Ingest Window: Naive Datetime in _get_session_created_at + Retry Timestamp Drift

Metadata

  • Date: 2026-04-23
  • Status: fixed
  • Severity: major
  • Related issue/ticket: N/A
  • Owner: N/A

About

Overview:

Two related bugs in main/server/worldmm/pipeline/ingest_window.py:

  1. _get_session_created_at returns a timezone-naive datetime when DynamoDB stores a value without a timezone suffix (e.g. "2026-04-23T10:00:00" instead of "2026-04-23T10:00:00+00:00"). datetime.fromisoformat does not attach a timezone in that case. When .timestamp() is then called on a naive datetime, Python treats it as local time, not UTC, shifting window_start_s by the server's UTC offset and producing wrong start_iso/end_iso for the segment and visual embedding.

  2. On a retry delivery (existing is not None and processing_status != "complete"), start_iso/end_iso are recomputed from _get_session_created_at before the idempotency branch. If the DynamoDB lookup fails and falls back to now(), the recomputed timestamps diverge from the already-persisted existing.start_time/existing.end_time. store_visual_embedding receives a stale timestamp, breaking time-based retrieval for the retry'd segment.

Technical Questions: - Why does fromisoformat return a naive datetime? DynamoDB stores the value as written by the client; if the client omits the timezone designator the returned string is naive. - Why is the retry path affected? Lines 153-156 run unconditionally before the if existing: branch, so both new and retry paths share the same (possibly-wrong) timestamp calculation.

Reproduction Test

main/server/tests/unit/test_ingest_window_datetime.py — added as part of fix.

Root Cause

  1. Naive datetime: datetime.fromisoformat(raw) does not normalise to UTC when the raw string lacks a +00:00 suffix. Fix: call .replace(tzinfo=timezone.utc) when the result is naive.
  2. Retry drift: start_iso/end_iso must come from the existing DB row on retry, not be recomputed.
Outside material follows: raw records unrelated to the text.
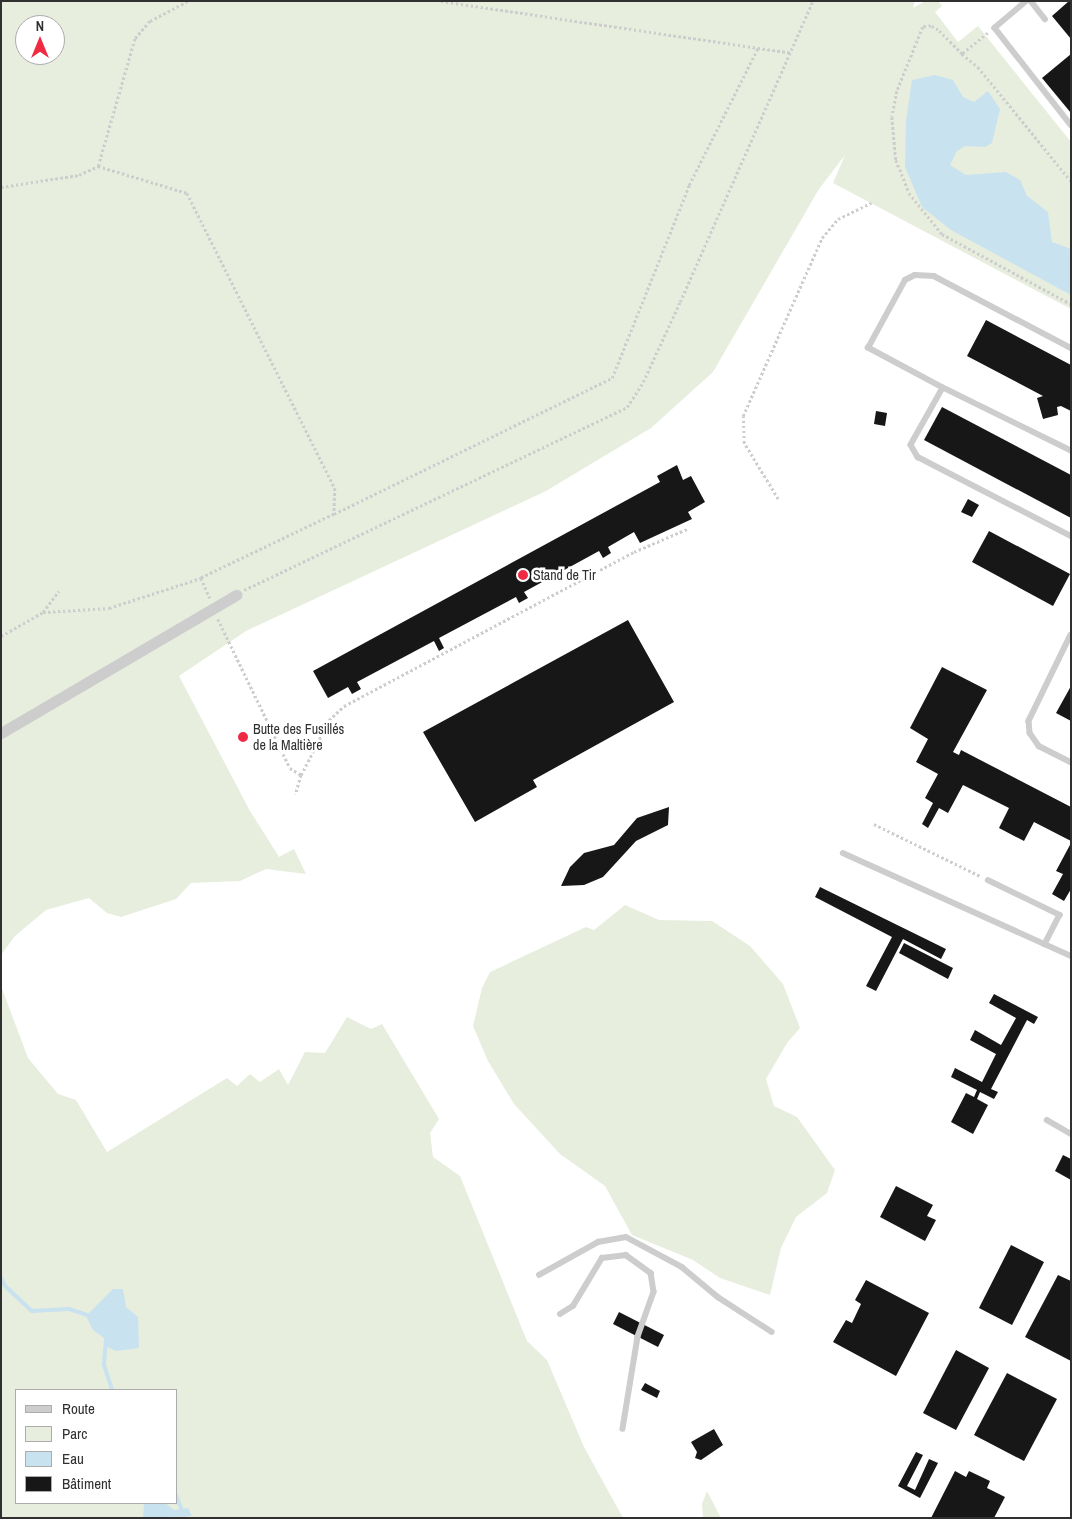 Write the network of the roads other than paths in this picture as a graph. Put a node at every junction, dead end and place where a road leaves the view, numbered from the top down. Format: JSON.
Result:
{"nodes":[{"id":1,"x":1029,"y":1,"type":"edge"},
{"id":2,"x":1046,"y":19,"type":"dead end"},
{"id":3,"x":1071,"y":125,"type":"edge"},
{"id":4,"x":1071,"y":348,"type":"edge"},
{"id":5,"x":943,"y":388,"type":"junction"},
{"id":6,"x":1071,"y":451,"type":"edge"},
{"id":7,"x":1071,"y":536,"type":"edge"},
{"id":8,"x":236,"y":595,"type":"road end"},
{"id":9,"x":1071,"y":635,"type":"edge"},
{"id":10,"x":1,"y":733,"type":"edge"},
{"id":11,"x":1071,"y":762,"type":"edge"},
{"id":12,"x":843,"y":853,"type":"dead end"},
{"id":13,"x":988,"y":880,"type":"road end"},
{"id":14,"x":1045,"y":944,"type":"junction"},
{"id":15,"x":1071,"y":956,"type":"edge"},
{"id":16,"x":1047,"y":1120,"type":"dead end"},
{"id":17,"x":1071,"y":1134,"type":"edge"},
{"id":18,"x":539,"y":1275,"type":"dead end"},
{"id":19,"x":560,"y":1314,"type":"dead end"},
{"id":20,"x":772,"y":1332,"type":"dead end"},
{"id":21,"x":623,"y":1430,"type":"dead end"}],
"edges":[{"from":1,"to":2,"type":"lane"},
{"from":1,"to":3,"type":"lane"},
{"from":4,"to":5,"type":"lane"},
{"from":5,"to":6,"type":"lane"},
{"from":5,"to":7,"type":"lane"},
{"from":8,"to":10,"type":"street"},
{"from":9,"to":11,"type":"lane"},
{"from":12,"to":14,"type":"lane"},
{"from":13,"to":14,"type":"lane"},
{"from":14,"to":15,"type":"lane"},
{"from":16,"to":17,"type":"lane"},
{"from":18,"to":20,"type":"lane"},
{"from":19,"to":21,"type":"lane"}]} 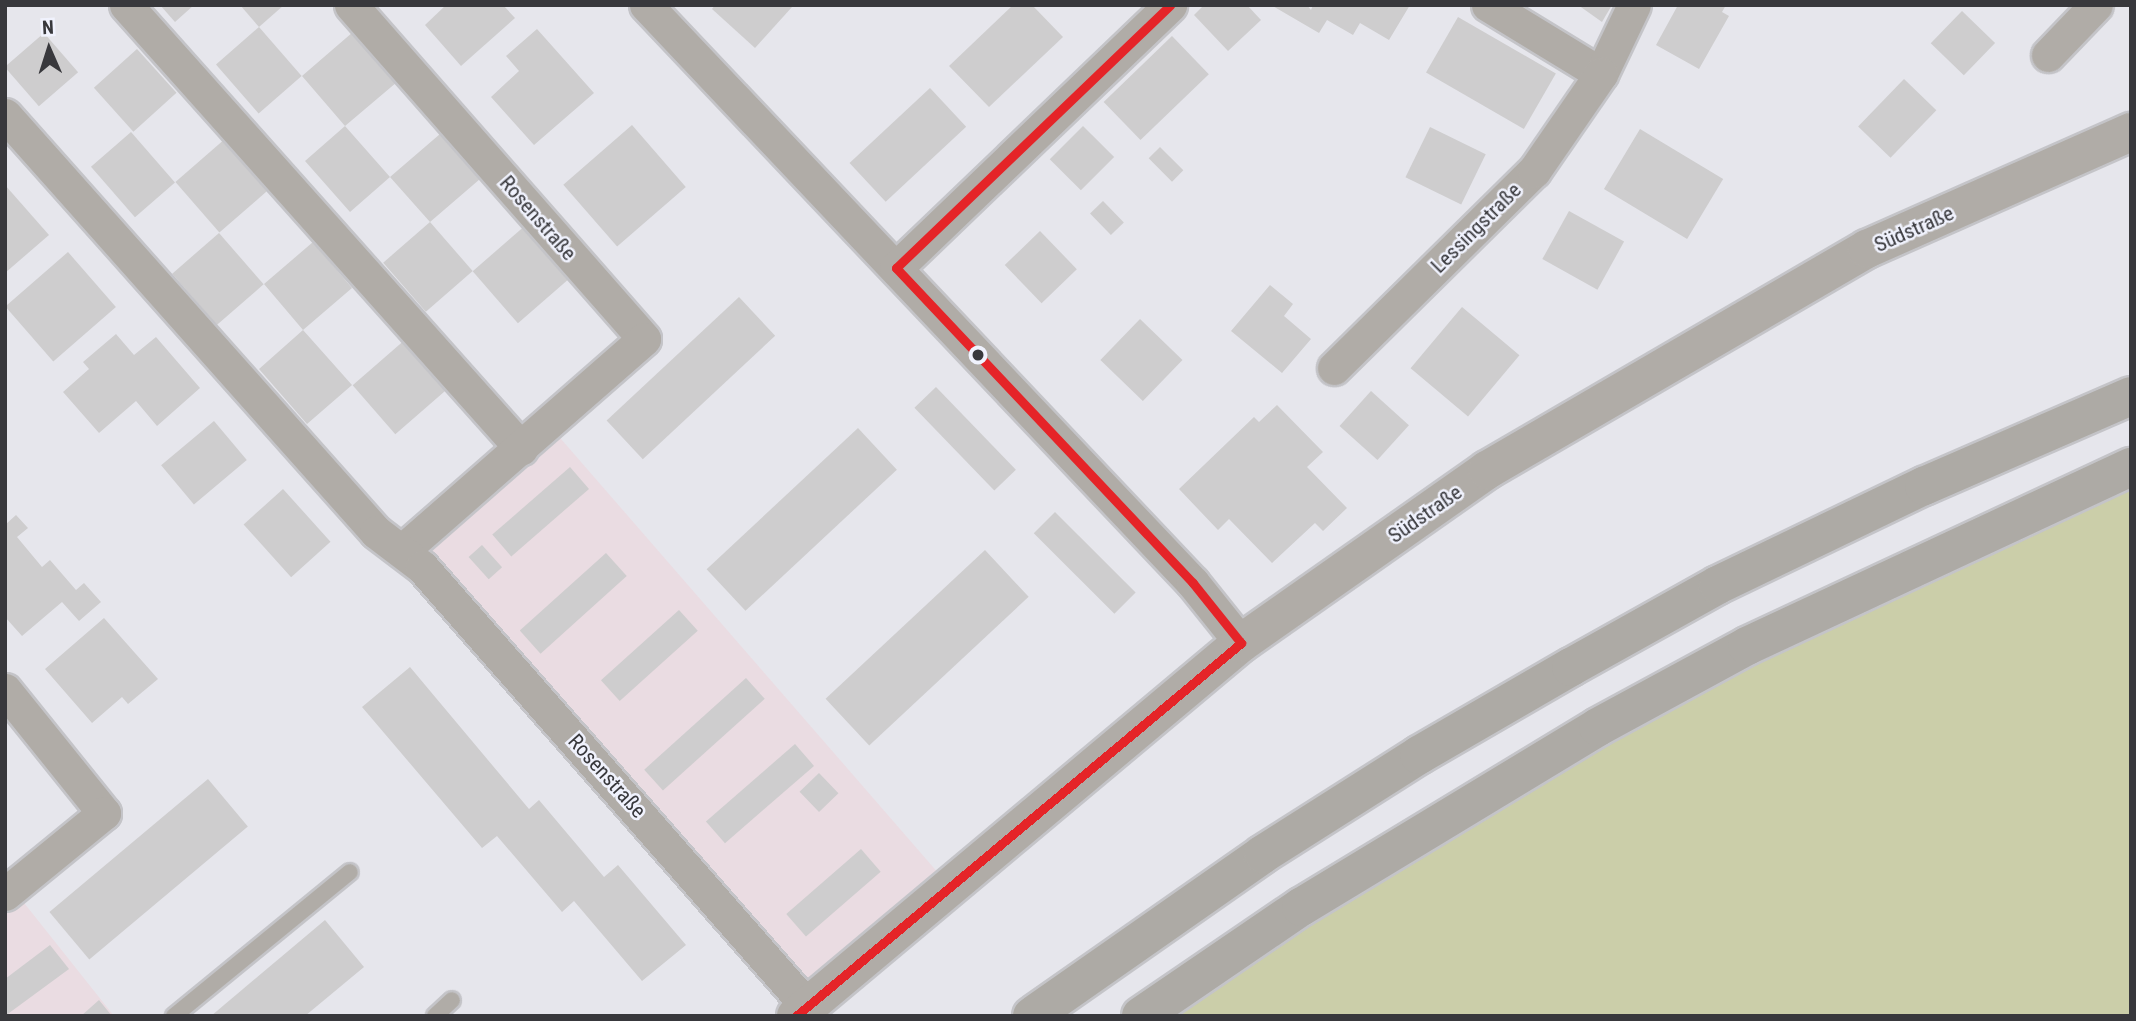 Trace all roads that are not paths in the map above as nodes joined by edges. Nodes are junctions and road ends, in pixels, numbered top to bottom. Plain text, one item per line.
1 (126, 5) edge
2 (351, 5) edge
3 (646, 5) edge
4 (1170, 5) edge
5 (1488, 5) edge
6 (1634, 5) edge
7 (2096, 5) edge
8 (2048, 55) dead end
9 (1601, 74) junction
10 (5, 115) edge
11 (2131, 132) edge
12 (896, 268) junction
13 (1334, 368) dead end
14 (2131, 396) edge
15 (521, 448) junction
16 (2131, 467) edge
17 (402, 550) junction
18 (1241, 643) junction
19 (5, 690) edge
20 (350, 872) dead end
21 (5, 894) edge
22 (452, 1000) dead end
23 (802, 1011) edge
24 (174, 1016) edge
25 (435, 1016) edge
26 (1032, 1016) edge
27 (1141, 1016) edge

1 - 15 street
2 - 15 street, Rosenstraße
3 - 12 street
4 - 12 street
5 - 9 street
6 - 9 street, Lessingstraße
7 - 8 street
9 - 13 street, Lessingstraße
10 - 17 street, Rosenstraße
11 - 18 street, Südstraße
12 - 18 street
14 - 26 highway
15 - 17 street, Rosenstraße
16 - 27 highway
17 - 23 street, Rosenstraße
18 - 23 street, Südstraße
19 - 21 street
20 - 24 lane
22 - 25 lane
Fix: after the idempotency check, override start_iso/end_iso from existing.start_time/existing.end_time when existing is set.

Fix Summary

  • _get_session_created_at: normalise naive result to UTC via .replace(tzinfo=timezone.utc), add a logger warning on fallback.
  • lambda_handler: move start_iso/end_iso derivation so the retry branch reads from existing rather than recomputing.

Verification

  • New unit tests pass: test_ingest_window_datetime.py.
  • Existing tests unchanged.